So, how did JURN do in 2014? A quick summary:
* Journals added (in English): I count about 380 linked via the blog. Not counting the Paperity range of titles, or the big influx of ecology related journals.
* Journals added (non-English): I don’t keep count of these via the blog. But I’d guestimate over 100, all titles in the arts and humanities.
* There will have been a natural but uncounted rise, via incremental additions to the non-English journal aggregators. Such as CiNii, Revues, Dialnet etc, which JURN indexes.
* Expanded via the addition of over 250 open ecology related journals, and all known related subject repositories from marine science to ornithology.
* Expanded via incorporating my defunct FUSE business search tool into JURN, adding about 50 selected business journal titles, plus a variety of law titles.
* Expanded to cover science and biomedical, mostly via indexing reputable mega-aggregators of open science articles.
* Direct indexing of PDFs held in all of the UK’s notable full-text university repositories, plus PDFs in the larger full-text repositories in the USA, Canada, Australia and New Zealand. Other nations also had major repositories added (Nairobi, Kenya for instance), but not in a systematic way. This duplicates CORE somewhat, but provides a useful alternative source for the CSE to draw on for results.
* Direct indexing of the PDFs at many newly discovered subject repositories (from the Getty Virtual Library through the U.S. Air Force Historical Studies Office).

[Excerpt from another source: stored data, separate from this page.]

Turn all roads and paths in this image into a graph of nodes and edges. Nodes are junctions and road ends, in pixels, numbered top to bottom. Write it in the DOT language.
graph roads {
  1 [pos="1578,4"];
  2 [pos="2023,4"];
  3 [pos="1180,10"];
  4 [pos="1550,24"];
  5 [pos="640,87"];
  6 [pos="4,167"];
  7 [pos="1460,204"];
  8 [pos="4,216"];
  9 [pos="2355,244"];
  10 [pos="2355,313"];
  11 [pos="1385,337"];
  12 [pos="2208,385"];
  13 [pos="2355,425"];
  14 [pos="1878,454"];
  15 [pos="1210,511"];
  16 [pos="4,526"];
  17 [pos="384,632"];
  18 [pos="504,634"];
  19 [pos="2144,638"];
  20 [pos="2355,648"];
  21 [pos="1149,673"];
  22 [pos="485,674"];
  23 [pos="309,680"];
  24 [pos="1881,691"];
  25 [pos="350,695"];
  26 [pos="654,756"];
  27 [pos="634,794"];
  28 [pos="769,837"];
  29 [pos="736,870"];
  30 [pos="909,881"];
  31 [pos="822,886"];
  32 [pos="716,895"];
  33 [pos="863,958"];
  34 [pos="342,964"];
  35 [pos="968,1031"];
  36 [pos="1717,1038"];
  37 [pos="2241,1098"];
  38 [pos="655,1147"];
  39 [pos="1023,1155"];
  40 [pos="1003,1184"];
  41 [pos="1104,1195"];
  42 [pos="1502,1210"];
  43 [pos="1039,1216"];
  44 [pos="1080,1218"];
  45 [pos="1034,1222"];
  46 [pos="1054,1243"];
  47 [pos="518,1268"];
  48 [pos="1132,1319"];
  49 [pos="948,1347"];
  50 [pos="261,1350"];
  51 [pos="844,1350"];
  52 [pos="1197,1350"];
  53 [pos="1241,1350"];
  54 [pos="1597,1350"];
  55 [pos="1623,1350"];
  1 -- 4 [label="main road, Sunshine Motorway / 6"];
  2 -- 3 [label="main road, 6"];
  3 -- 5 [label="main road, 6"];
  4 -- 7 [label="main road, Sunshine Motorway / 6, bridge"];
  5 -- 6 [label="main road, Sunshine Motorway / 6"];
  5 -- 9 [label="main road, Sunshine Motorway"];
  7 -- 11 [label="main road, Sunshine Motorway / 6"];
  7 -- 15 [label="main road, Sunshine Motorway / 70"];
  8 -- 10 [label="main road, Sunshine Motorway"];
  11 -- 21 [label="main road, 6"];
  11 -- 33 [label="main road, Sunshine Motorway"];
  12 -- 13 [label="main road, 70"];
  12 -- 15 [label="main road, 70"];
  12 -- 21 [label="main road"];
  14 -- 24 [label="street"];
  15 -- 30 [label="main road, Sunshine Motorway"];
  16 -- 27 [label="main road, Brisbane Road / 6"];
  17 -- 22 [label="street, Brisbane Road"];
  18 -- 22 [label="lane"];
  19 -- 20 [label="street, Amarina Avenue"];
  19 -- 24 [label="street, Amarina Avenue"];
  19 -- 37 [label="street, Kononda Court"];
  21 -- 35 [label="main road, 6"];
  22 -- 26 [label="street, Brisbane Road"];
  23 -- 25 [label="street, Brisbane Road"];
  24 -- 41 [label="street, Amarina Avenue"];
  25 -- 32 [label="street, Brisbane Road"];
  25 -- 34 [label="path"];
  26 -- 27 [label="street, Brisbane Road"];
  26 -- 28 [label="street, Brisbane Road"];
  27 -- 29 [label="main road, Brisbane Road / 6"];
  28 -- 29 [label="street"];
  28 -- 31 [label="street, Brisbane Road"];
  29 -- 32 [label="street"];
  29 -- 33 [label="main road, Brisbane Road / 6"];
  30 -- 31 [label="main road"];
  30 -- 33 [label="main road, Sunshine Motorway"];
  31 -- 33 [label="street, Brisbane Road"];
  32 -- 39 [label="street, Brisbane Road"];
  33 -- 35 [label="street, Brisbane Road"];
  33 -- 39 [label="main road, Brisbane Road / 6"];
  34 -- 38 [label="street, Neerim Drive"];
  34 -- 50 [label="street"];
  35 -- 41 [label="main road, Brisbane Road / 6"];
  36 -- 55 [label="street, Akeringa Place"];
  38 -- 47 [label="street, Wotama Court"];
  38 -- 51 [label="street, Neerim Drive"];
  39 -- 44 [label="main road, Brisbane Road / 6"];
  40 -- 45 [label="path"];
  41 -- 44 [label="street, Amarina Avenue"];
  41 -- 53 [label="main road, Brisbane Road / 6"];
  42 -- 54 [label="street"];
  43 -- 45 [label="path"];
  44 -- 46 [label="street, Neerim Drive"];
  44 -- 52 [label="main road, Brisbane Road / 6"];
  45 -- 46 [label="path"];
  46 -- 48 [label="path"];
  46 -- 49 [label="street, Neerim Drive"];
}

* I ‘opened up the throttle’ on previously indexed dspace / digitalcommons / scholarworks repository URLs, to target all PDFs there (rather than just those of a specific journal).
* A complete close hand-and-eye scrutiny and weeding of the complete spreadsheet of indexed URLs, which took about a month.
* A complete automated checking of all URLs for ongoing appearance on Google Search.
* Ongoing removal of open titles found to be ‘404’ dead or spirited away to a paywall publisher (it happens).
* Ongoing monitoring of the evidence for claims about allegedly ‘questionable’ and ‘predatory’ journals. I find Beall’s evidence on MDPI and ANSINetwork to be lacking, and these publishers are included in JURN (as they are in the DOAJ).
* Ongoing testing of the search results given by JURN.
* A back-end code overhaul for the main landing page and results page at www.jurn.org
* The DOAJ static article records were lost by early 2014. But I was able to get the DOAJ back in again, if only through a clunky indexing at the article title level.